* About this task *
Extract only the lines from the start of the entries below to the line with "Turn all roads", inclusive; omit every picture.

Stored data entries
==================================================

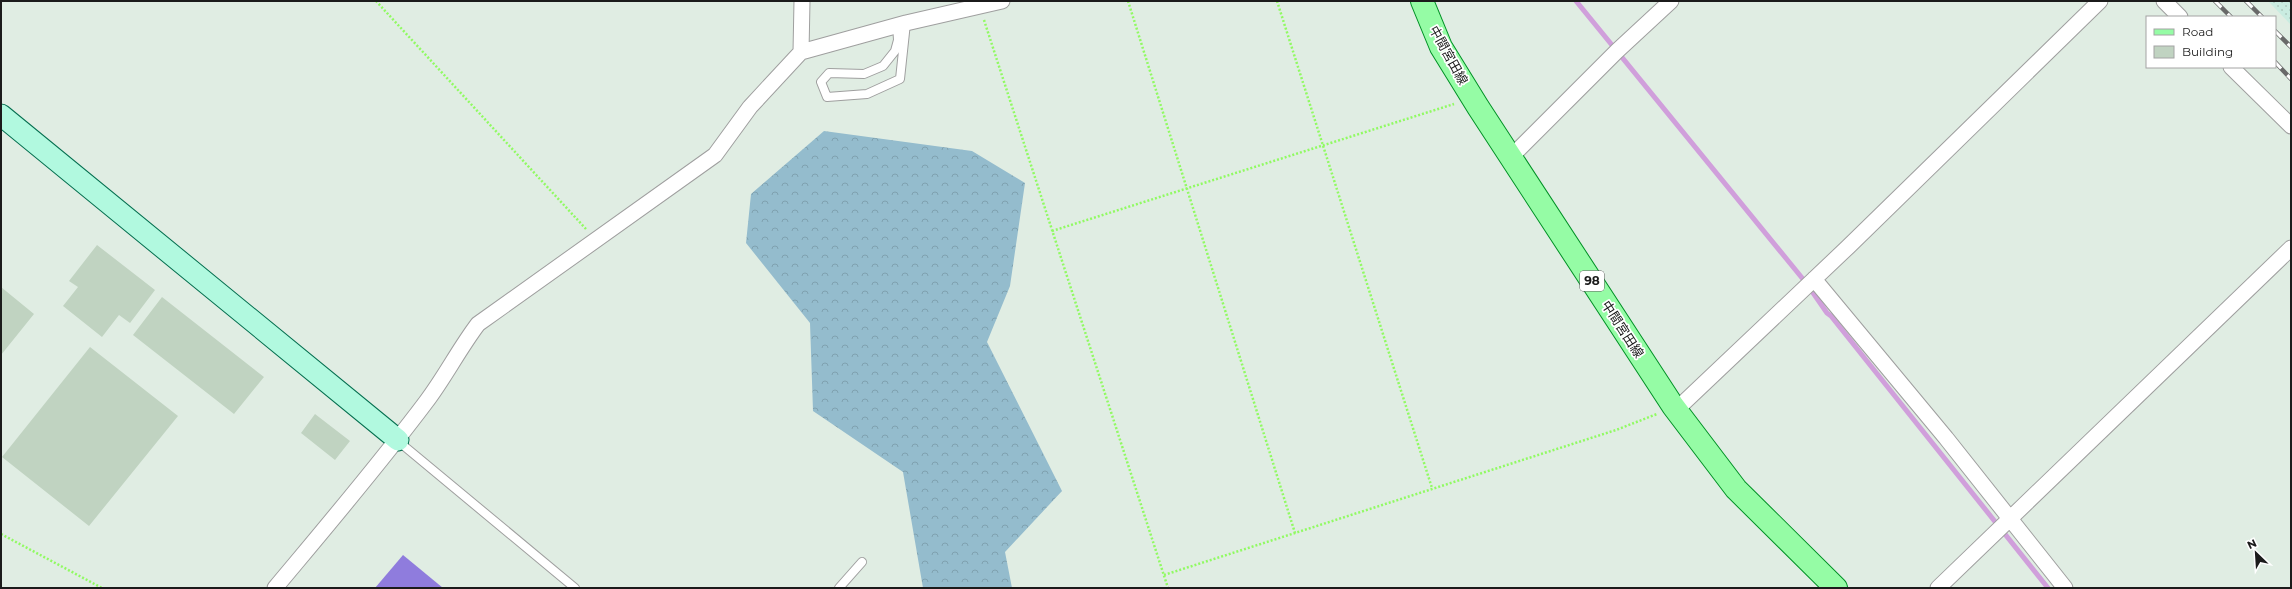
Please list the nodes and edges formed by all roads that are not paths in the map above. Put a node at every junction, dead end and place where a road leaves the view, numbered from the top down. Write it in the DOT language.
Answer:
graph roads {
  1 [pos="802,1"];
  2 [pos="1002,1"];
  3 [pos="1422,1"];
  4 [pos="1671,1"];
  5 [pos="2100,1"];
  6 [pos="2164,1"];
  7 [pos="2179,16"];
  8 [pos="901,24"];
  9 [pos="801,52"];
  10 [pos="2232,68"];
  11 [pos="1,115"];
  12 [pos="2291,126"];
  13 [pos="1511,157"];
  14 [pos="2291,248"];
  15 [pos="1814,279"];
  16 [pos="1674,408"];
  17 [pos="398,440"];
  18 [pos="2009,519"];
  19 [pos="862,562"];
  20 [pos="1832,587"];
  21 [pos="275,588"];
  22 [pos="575,588"];
  23 [pos="839,588"];
  24 [pos="1938,588"];
  25 [pos="2065,588"];
  1 -- 9 [label="street"];
  2 -- 8 [label="street"];
  3 -- 13 [label="main road, 中間宮田線 / 98"];
  4 -- 13 [label="street"];
  5 -- 15 [label="street"];
  6 -- 7 [label="street"];
  8 -- 8 [label="lane"];
  8 -- 9 [label="street"];
  9 -- 17 [label="street"];
  10 -- 12 [label="street"];
  11 -- 17 [label="street"];
  13 -- 16 [label="main road, 中間宮田線 / 98"];
  14 -- 18 [label="street"];
  15 -- 16 [label="street"];
  15 -- 18 [label="street"];
  16 -- 20 [label="main road, 中間宮田線 / 98"];
  17 -- 21 [label="street"];
  17 -- 22 [label="lane"];
  18 -- 24 [label="street"];
  18 -- 25 [label="street"];
  19 -- 23 [label="lane"];
}
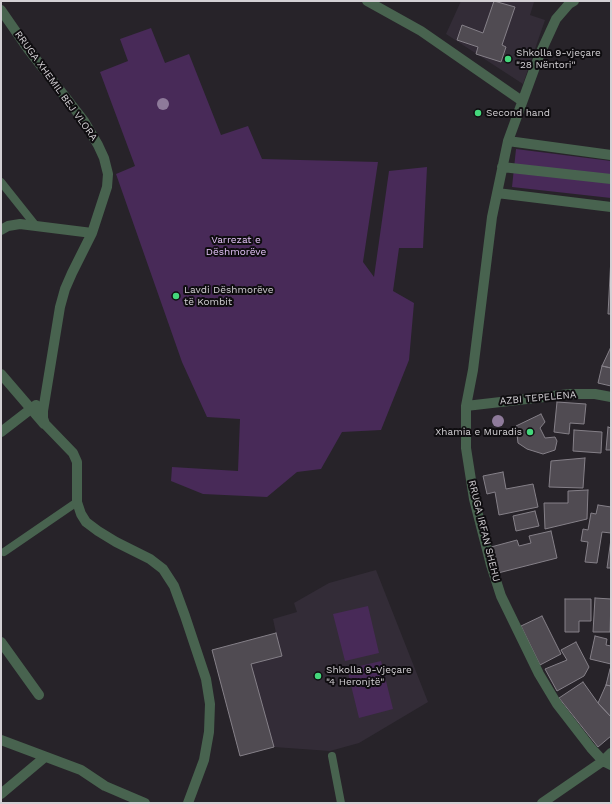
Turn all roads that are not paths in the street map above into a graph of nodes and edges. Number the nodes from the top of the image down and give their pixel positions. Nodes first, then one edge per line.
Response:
1 (367, 1) edge
2 (574, 1) edge
3 (1, 10) edge
4 (522, 101) junction
5 (508, 141) junction
6 (611, 155) edge
7 (502, 167) junction
8 (611, 179) edge
9 (1, 182) edge
10 (497, 193) junction
11 (611, 206) edge
12 (36, 226) junction
13 (1, 230) edge
14 (92, 233) junction
15 (1, 374) edge
16 (45, 396) junction
17 (611, 397) edge
18 (466, 406) junction
19 (31, 408) junction
20 (45, 424) junction
21 (1, 432) edge
22 (77, 502) junction
23 (4, 552) dead end
24 (1, 642) edge
25 (38, 695) dead end
26 (1, 740) edge
27 (611, 753) edge
28 (332, 756) dead end
29 (45, 757) junction
30 (607, 763) edge
31 (1, 794) edge
32 (145, 803) edge
33 (188, 803) edge
34 (341, 803) edge
35 (542, 803) edge

1 - 4 street
2 - 4 street, RRUGA IRFAN SHEHU
3 - 14 street, RRUGA XHEMIL BEJ VLORA
4 - 5 street, RRUGA IRFAN SHEHU
5 - 6 street
5 - 7 street, RRUGA IRFAN SHEHU
7 - 8 street
7 - 10 street, RRUGA IRFAN SHEHU
9 - 12 lane
10 - 11 street
10 - 18 street, RRUGA IRFAN SHEHU
12 - 13 street
12 - 14 street
14 - 16 street, RRUGA XHEMIL BEJ VLORA
15 - 19 street
16 - 19 street
16 - 20 street, RRUGA XHEMIL BEJ VLORA
17 - 18 street, AZBI TEPELENA
18 - 30 street, RRUGA IRFAN SHEHU
19 - 20 street
19 - 21 street
20 - 22 street
22 - 23 lane
22 - 33 street
24 - 25 street
26 - 29 street
27 - 30 street
28 - 34 lane
29 - 31 street
29 - 32 street
30 - 35 street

==================================================

* Solution to this task *
Please list the nodes and edges formed by all roads that are not paths in the map above. Put a node at every junction, dead end and place where a road leaves the view, numbered from the top down. Write it in the DOT language.
Answer:
graph roads {
  1 [pos="802,1"];
  2 [pos="1002,1"];
  3 [pos="1422,1"];
  4 [pos="1671,1"];
  5 [pos="2100,1"];
  6 [pos="2164,1"];
  7 [pos="2179,16"];
  8 [pos="901,24"];
  9 [pos="801,52"];
  10 [pos="2232,68"];
  11 [pos="1,115"];
  12 [pos="2291,126"];
  13 [pos="1511,157"];
  14 [pos="2291,248"];
  15 [pos="1814,279"];
  16 [pos="1674,408"];
  17 [pos="398,440"];
  18 [pos="2009,519"];
  19 [pos="862,562"];
  20 [pos="1832,587"];
  21 [pos="275,588"];
  22 [pos="575,588"];
  23 [pos="839,588"];
  24 [pos="1938,588"];
  25 [pos="2065,588"];
  1 -- 9 [label="street"];
  2 -- 8 [label="street"];
  3 -- 13 [label="main road, 中間宮田線 / 98"];
  4 -- 13 [label="street"];
  5 -- 15 [label="street"];
  6 -- 7 [label="street"];
  8 -- 8 [label="lane"];
  8 -- 9 [label="street"];
  9 -- 17 [label="street"];
  10 -- 12 [label="street"];
  11 -- 17 [label="street"];
  13 -- 16 [label="main road, 中間宮田線 / 98"];
  14 -- 18 [label="street"];
  15 -- 16 [label="street"];
  15 -- 18 [label="street"];
  16 -- 20 [label="main road, 中間宮田線 / 98"];
  17 -- 21 [label="street"];
  17 -- 22 [label="lane"];
  18 -- 24 [label="street"];
  18 -- 25 [label="street"];
  19 -- 23 [label="lane"];
}
Turn all roads that are not paths in the street map above into a graph of nodes and edges. Number the nodes from the top of the image down and give their pixel positions. Nodes first, then one edge per line.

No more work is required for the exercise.